The cheek of us. We think it smart to ask why did a compassionate god create a world in which there is suffering, while we train armies of professional killers - and send them out to wreak pain and misery on whole populations - in our name. We consider we have the right to punish wrong-doers, inflicting pain in proportion to the crime. It is like the way we criticise the Inquisition of long ago or the barbarity of Hitler's and Stalin's regimes while we remain quiescent about the practice of torture by our own police states. (Yes, I refer to Guantanamo Bay and all it stands for, and yes, this horror is perpetrated by our ALLY, our friend, the protector of our freedom and our partner in warfare - the USA.) For years we in the wide brown land of Oz have locked up people for the 'crime' of trying to find a place to live among us, keeping them in 'confinement' until they go mad.

Why does a compassonate god allow suffering? Indeed!

Why did the Christ suffer? Because he tried with all his might to teach us a lesson, and still we don't get it.
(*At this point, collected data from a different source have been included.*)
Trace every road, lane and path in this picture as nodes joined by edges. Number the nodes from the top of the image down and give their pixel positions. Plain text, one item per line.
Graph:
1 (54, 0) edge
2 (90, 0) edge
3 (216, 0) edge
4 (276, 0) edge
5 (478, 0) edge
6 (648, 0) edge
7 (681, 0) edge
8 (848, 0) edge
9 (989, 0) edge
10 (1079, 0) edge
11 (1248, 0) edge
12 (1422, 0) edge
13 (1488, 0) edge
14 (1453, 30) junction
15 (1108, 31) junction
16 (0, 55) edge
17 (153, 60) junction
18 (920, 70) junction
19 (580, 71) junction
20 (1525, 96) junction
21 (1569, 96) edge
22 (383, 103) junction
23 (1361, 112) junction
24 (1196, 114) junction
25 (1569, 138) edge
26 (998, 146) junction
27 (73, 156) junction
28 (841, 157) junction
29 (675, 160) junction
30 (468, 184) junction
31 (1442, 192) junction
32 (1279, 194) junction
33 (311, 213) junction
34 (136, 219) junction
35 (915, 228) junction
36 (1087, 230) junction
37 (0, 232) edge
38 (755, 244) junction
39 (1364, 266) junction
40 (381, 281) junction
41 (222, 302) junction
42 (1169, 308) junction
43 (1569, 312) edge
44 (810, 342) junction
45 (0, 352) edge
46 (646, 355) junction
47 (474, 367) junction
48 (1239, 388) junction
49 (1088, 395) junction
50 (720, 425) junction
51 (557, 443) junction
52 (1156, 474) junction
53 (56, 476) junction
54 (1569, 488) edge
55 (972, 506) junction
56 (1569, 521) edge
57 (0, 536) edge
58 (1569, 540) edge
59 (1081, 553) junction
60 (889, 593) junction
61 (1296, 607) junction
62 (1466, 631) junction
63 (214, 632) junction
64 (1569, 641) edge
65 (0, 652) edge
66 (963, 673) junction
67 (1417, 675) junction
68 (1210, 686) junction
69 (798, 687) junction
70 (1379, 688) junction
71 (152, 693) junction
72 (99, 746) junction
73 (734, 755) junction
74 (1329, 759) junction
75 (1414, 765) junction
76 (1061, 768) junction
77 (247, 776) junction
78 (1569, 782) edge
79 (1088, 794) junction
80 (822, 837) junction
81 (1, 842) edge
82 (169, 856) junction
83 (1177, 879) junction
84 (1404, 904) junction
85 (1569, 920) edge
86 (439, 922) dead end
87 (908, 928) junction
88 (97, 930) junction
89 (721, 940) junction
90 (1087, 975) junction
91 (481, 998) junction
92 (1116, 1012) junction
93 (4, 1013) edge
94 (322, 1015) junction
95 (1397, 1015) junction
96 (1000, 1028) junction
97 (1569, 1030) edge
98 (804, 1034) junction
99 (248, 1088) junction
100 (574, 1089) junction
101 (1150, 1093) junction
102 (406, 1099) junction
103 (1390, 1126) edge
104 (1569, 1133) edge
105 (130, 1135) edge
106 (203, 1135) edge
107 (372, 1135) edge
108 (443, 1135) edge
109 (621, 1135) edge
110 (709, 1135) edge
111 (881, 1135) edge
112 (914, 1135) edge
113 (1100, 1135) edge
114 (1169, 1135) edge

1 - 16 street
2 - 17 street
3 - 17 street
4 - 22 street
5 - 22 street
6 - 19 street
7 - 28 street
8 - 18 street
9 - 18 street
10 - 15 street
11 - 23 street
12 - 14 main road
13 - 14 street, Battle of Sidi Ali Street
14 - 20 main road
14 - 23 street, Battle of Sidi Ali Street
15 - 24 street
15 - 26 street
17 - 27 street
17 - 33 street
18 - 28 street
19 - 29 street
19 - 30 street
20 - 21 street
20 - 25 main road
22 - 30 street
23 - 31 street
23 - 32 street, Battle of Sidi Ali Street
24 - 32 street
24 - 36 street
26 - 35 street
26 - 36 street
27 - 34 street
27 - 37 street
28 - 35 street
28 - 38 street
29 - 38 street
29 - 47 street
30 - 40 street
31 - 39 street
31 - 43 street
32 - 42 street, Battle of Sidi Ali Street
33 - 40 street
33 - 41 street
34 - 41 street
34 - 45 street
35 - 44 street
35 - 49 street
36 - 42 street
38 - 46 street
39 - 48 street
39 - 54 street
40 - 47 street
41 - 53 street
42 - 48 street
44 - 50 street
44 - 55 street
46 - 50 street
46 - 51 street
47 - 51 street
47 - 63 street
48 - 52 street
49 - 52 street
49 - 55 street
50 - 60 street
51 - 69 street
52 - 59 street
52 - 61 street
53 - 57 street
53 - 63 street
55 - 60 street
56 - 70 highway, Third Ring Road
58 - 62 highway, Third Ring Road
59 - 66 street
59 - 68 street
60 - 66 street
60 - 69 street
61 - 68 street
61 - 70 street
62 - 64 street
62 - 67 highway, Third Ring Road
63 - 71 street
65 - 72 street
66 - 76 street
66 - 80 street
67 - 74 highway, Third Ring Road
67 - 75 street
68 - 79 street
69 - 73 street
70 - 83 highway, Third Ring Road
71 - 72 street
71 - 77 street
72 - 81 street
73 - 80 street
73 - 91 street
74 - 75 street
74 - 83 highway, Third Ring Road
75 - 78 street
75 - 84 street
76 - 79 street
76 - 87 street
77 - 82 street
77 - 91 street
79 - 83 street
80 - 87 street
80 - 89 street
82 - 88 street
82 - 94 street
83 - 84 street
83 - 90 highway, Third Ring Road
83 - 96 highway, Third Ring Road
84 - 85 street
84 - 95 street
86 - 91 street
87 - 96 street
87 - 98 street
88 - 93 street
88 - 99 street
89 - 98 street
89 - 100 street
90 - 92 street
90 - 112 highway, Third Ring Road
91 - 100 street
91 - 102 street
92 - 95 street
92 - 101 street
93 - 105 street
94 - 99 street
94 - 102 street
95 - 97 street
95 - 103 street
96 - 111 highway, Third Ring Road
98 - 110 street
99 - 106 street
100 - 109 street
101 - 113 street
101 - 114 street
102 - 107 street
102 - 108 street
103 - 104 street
Sure, individually we do, but when push comes to shove there are not enough of us ready to stand in front of the tanks, or the bulldozers, or the bullies in our parliaments... Christ did not suffer so that we might escape. Christ set us an example to follow, declaring in plain language that the truth is worth speaking up for, worth labouring for, worth dying for.

I wanted to say to Cardinal Pell:  “You are the teacher of Israel and you do not understand this? Amen, amen, I say to you, we speak of what we know and we testify to what we have seen, but you people do not accept our testimony. If I tell you about earthly things and you do not believe, how will you believe if I tell you about heavenly things?" (Jn 3:10-12)

I wish we could all be clear on this: the Christ would suffer because he would get involved in the human condition, not stand above and apart from it. He would suffer because he would join in the struggle to push, or drag, humankind from this brute level of inflicting pain to get our way or in retribution - to an intelligent level of com-passion, caring, kindness and self-giving love.

Put yourself in your opponent's shoes. Do to him what you'd like him to do to you.

PS. Jesus in the gospel is a realist. Somewhere he says theere will be wars and so on. As a realist I also recognise the need for strong discipline in a community, for a good police force to keep the majority safe from the rogue elements. What shocks me is that in a discussion about principles our 'leader' could make a supercilious joke about having not a word to say on suffering. This is not a problem just for George Pell. It is a blindness among us all. It's time we stopped asking the wrong question and found our answer to the one in the gospel: Why did the Christ suffer?